## Entries supplied
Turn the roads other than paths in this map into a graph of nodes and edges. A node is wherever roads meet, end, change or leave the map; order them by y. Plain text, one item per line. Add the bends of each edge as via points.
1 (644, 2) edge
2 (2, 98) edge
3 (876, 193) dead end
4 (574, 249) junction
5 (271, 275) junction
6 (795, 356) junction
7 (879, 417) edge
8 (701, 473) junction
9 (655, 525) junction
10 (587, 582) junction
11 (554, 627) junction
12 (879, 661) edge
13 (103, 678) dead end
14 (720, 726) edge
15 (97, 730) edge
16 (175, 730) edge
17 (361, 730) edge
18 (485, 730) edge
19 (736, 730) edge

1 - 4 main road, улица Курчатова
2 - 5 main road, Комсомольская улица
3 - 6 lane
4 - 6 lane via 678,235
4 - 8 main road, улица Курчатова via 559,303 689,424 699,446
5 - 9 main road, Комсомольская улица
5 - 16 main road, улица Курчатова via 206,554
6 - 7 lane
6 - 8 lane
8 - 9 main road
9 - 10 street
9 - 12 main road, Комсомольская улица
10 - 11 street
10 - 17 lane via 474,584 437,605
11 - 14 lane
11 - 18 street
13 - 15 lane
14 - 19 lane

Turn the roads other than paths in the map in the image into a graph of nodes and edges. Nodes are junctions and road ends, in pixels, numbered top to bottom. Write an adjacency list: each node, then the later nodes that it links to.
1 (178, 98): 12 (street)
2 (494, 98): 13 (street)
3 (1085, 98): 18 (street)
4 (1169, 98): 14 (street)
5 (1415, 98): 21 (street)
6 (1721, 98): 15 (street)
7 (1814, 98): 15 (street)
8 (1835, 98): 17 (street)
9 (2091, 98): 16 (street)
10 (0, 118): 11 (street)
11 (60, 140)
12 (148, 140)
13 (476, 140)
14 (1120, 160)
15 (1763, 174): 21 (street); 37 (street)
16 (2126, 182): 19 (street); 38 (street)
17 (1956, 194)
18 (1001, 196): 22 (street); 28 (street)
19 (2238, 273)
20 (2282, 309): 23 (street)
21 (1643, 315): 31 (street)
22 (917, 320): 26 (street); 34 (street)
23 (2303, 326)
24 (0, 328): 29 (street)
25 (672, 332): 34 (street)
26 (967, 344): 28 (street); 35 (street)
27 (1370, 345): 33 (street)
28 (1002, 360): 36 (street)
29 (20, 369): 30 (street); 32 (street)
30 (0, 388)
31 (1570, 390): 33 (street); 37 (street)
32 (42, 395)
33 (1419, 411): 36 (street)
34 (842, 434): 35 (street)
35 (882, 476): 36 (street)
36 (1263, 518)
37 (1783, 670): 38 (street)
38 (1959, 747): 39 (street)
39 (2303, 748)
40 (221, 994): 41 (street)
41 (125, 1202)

## Try it
Start at the first line of the material and write everything out exactly.

## Output of the exercise
Turn the roads other than paths in this map into a graph of nodes and edges. A node is wherever roads meet, end, change or leave the map; order them by y. Plain text, one item per line. Add the bends of each edge as via points.
1 (644, 2) edge
2 (2, 98) edge
3 (876, 193) dead end
4 (574, 249) junction
5 (271, 275) junction
6 (795, 356) junction
7 (879, 417) edge
8 (701, 473) junction
9 (655, 525) junction
10 (587, 582) junction
11 (554, 627) junction
12 (879, 661) edge
13 (103, 678) dead end
14 (720, 726) edge
15 (97, 730) edge
16 (175, 730) edge
17 (361, 730) edge
18 (485, 730) edge
19 (736, 730) edge

1 - 4 main road, улица Курчатова
2 - 5 main road, Комсомольская улица
3 - 6 lane
4 - 6 lane via 678,235
4 - 8 main road, улица Курчатова via 559,303 689,424 699,446
5 - 9 main road, Комсомольская улица
5 - 16 main road, улица Курчатова via 206,554
6 - 7 lane
6 - 8 lane
8 - 9 main road
9 - 10 street
9 - 12 main road, Комсомольская улица
10 - 11 street
10 - 17 lane via 474,584 437,605
11 - 14 lane
11 - 18 street
13 - 15 lane
14 - 19 lane

Turn the roads other than paths in the map in the image into a graph of nodes and edges. Nodes are junctions and road ends, in pixels, numbered top to bottom. Write an adjacency list: each node, then the later nodes that it links to.
1 (178, 98): 12 (street)
2 (494, 98): 13 (street)
3 (1085, 98): 18 (street)
4 (1169, 98): 14 (street)
5 (1415, 98): 21 (street)
6 (1721, 98): 15 (street)
7 (1814, 98): 15 (street)
8 (1835, 98): 17 (street)
9 (2091, 98): 16 (street)
10 (0, 118): 11 (street)
11 (60, 140)
12 (148, 140)
13 (476, 140)
14 (1120, 160)
15 (1763, 174): 21 (street); 37 (street)
16 (2126, 182): 19 (street); 38 (street)
17 (1956, 194)
18 (1001, 196): 22 (street); 28 (street)
19 (2238, 273)
20 (2282, 309): 23 (street)
21 (1643, 315): 31 (street)
22 (917, 320): 26 (street); 34 (street)
23 (2303, 326)
24 (0, 328): 29 (street)
25 (672, 332): 34 (street)
26 (967, 344): 28 (street); 35 (street)
27 (1370, 345): 33 (street)
28 (1002, 360): 36 (street)
29 (20, 369): 30 (street); 32 (street)
30 (0, 388)
31 (1570, 390): 33 (street); 37 (street)
32 (42, 395)
33 (1419, 411): 36 (street)
34 (842, 434): 35 (street)
35 (882, 476): 36 (street)
36 (1263, 518)
37 (1783, 670): 38 (street)
38 (1959, 747): 39 (street)
39 (2303, 748)
40 (221, 994): 41 (street)
41 (125, 1202)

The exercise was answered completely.